The previous example did not return any values, since it printed the desired value to the screen. Let's repeat the previous example, except now we return the largest value:

In [None]:
def func(input1, input2):
    if input1 > input2:
        return input1
    else:
        return input2
        
max1 = func(4,5)
print("The maximum value is:", max1)

## Introduction to Numerical Python

As mentioned earlier, this book makes use of functionality   that is contained in the `numpy` 
 *library*, or *package*. A package is a collection of modules that are not necessarily included in 
 the base `Python` distribution. The name `numpy` is an abbreviation for *numerical Python*. 
 
See [docs.scipy.org/doc/numpy/user/quickstart.html](https://docs.scipy.org/doc/numpy/user/quickstart.html) for more information about `numpy`.

  To access `numpy`, we must first `import` it.

In [None]:
import numpy as np 

In the previous line, we named the `numpy` *module* `np`; an abbreviation for easier referencing.

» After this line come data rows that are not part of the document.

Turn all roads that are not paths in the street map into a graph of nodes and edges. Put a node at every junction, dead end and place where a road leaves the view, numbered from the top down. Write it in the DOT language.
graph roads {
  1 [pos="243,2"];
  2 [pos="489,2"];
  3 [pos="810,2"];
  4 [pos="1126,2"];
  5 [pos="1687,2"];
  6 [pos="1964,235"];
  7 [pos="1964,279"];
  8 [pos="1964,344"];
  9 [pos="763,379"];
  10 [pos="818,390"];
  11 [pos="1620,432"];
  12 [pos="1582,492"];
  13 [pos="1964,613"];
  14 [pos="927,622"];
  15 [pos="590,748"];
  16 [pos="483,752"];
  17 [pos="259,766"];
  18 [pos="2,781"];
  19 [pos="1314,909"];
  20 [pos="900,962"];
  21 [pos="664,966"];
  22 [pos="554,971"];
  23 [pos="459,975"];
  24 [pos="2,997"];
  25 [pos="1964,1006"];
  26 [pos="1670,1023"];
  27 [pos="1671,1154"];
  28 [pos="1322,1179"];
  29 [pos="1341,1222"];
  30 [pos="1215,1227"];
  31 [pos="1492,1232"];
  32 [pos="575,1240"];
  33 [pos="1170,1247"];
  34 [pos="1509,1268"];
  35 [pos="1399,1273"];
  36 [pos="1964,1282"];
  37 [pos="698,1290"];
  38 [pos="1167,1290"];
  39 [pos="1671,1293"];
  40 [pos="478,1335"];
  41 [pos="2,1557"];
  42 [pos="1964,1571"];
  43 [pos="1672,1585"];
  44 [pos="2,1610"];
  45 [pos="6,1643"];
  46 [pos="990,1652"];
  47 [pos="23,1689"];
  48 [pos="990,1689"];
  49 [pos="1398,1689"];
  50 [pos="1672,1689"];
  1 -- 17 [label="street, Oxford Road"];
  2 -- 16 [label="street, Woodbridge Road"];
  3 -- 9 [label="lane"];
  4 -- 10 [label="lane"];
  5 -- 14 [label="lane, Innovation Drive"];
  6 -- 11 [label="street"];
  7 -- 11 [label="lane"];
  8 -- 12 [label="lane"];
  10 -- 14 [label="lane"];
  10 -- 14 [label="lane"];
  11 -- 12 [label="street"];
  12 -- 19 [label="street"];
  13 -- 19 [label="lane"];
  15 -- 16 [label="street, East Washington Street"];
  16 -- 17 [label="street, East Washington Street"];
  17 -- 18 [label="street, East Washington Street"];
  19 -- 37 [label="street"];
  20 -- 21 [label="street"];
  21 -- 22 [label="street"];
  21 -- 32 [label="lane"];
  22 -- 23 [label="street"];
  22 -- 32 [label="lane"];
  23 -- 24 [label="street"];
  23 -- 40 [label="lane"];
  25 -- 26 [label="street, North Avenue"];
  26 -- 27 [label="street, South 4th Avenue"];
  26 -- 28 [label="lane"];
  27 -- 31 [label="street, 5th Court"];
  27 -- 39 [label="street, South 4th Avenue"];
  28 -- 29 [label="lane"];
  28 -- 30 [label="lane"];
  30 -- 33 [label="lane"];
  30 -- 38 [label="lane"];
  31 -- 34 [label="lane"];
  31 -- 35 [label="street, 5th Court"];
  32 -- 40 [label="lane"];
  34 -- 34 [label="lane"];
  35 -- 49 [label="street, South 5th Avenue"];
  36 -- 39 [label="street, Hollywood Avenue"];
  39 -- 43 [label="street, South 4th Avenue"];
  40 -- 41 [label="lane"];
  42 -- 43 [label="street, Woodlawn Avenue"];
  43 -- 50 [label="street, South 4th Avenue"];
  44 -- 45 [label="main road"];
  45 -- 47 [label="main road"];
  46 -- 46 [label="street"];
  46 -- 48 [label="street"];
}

In `numpy`, an *array* is  a generic term for a multidimensional
set of numbers.
We use the `np.array()` function to define   `x` and `y`, which are one-dimensional arrays, i.e. vectors.

In [None]:
x = np.array([3, 4, 5])
y = np.array([4, 9, 7])

Note that if you forgot to run the `import numpy as np` command earlier, then
you will encounter an error in calling the `np.array()` function in the previous line. 
 The syntax `np.array()` indicates that the function being called
is part of the `numpy` package, which we have abbreviated as `np`. 

Since `x` and `y` have been defined using `np.array()`, we get a sensible result when we add them together. Compare this to our results in the previous section,
 when we tried to add two lists without using `numpy`. 

In [None]:
x + y

In `numpy`, matrices are typically represented as two-dimensional arrays, and vectors as one-dimensional arrays. {While it is also possible to create matrices using  `np.matrix()`, we will use `np.array()` throughout the labs in this book.}
We can create a two-dimensional array as follows. 

In [None]:
x = np.array([[1, 2], [3, 4]])
x

The object `x` has several 
*attributes*, or associated objects. To access an attribute of `x`, we type `x.attribute`, where we replace `attribute`
with the name of the attribute. 
For instance, we can access the `ndim` attribute of  `x` as follows. 

In [None]:
x.ndim

The output indicates that `x` is a two-dimensional array.  
Similarly, `x.dtype` is the *data type* attribute of the object `x`. This indicates that `x` is 
comprised of 64-bit integers:

In [None]:
x.dtype

Why is `x` comprised of integers? This is because we created `x` by passing in exclusively integers to the `np.array()` function.
  If
we had passed in any decimals, then we would have obtained an array of
*floating point numbers* (i.e. real-valued numbers). 

In [None]:
np.array([[1, 2], [3.0, 4]]).dtype


Typing `fun?` will cause `Python` to display 
documentation associated with the function `fun`, if it exists.
We can try this for `np.array()`. 

In [None]:
np.array?


This documentation indicates that we could create a floating point array by passing a `dtype` argument into `np.array()`.

In [None]:
np.array([[1, 2], [3, 4]], float).dtype


The array `x` is two-dimensional. We can find out the number of rows and columns by looking
at its `shape` attribute.

In [None]:
x.shape


A *method* is a function that is associated with an
object. 
For instance, given an array `x`, the expression
`x.sum()` sums all of its elements, using the `sum()`
method for arrays. 
The call `x.sum()` automatically provides `x` as the
first argument to its `sum()` method.

In [None]:
x = np.array([1, 2, 3, 4])
x.sum()

We could also sum the elements of `x` by passing in `x` as an argument to the `np.sum()` function. 

In [None]:
x = np.array([1, 2, 3, 4])
np.sum(x)

 As another example, the
`reshape()` method returns a new array with the same elements as
`x`, but a different shape.
 We do this by passing in a `tuple` in our call to
 `reshape()`, in this case `(2, 3)`.  This tuple specifies that we would like to create a two-dimensional array with 
$2$ rows and $3$ columns. {Like lists, tuples represent a sequence of objects. Why do we need more than one way to create a sequence? There are a few differences between tuples and lists, but perhaps the most important is that elements of a tuple cannot be modified, whereas elements of a list can be.}
 
In what follows, the
`\n` character creates a *new line*.

In [None]:
x = np.array([1, 2, 3, 4, 5, 6])
print('beginning x:\n', x)
x_reshape = x.reshape((2, 3))
print('reshaped x:\n', x_reshape)


The previous output reveals that `numpy` arrays are specified as a sequence
of *rows*. This is  called *row-major ordering*, as opposed to *column-major ordering*. 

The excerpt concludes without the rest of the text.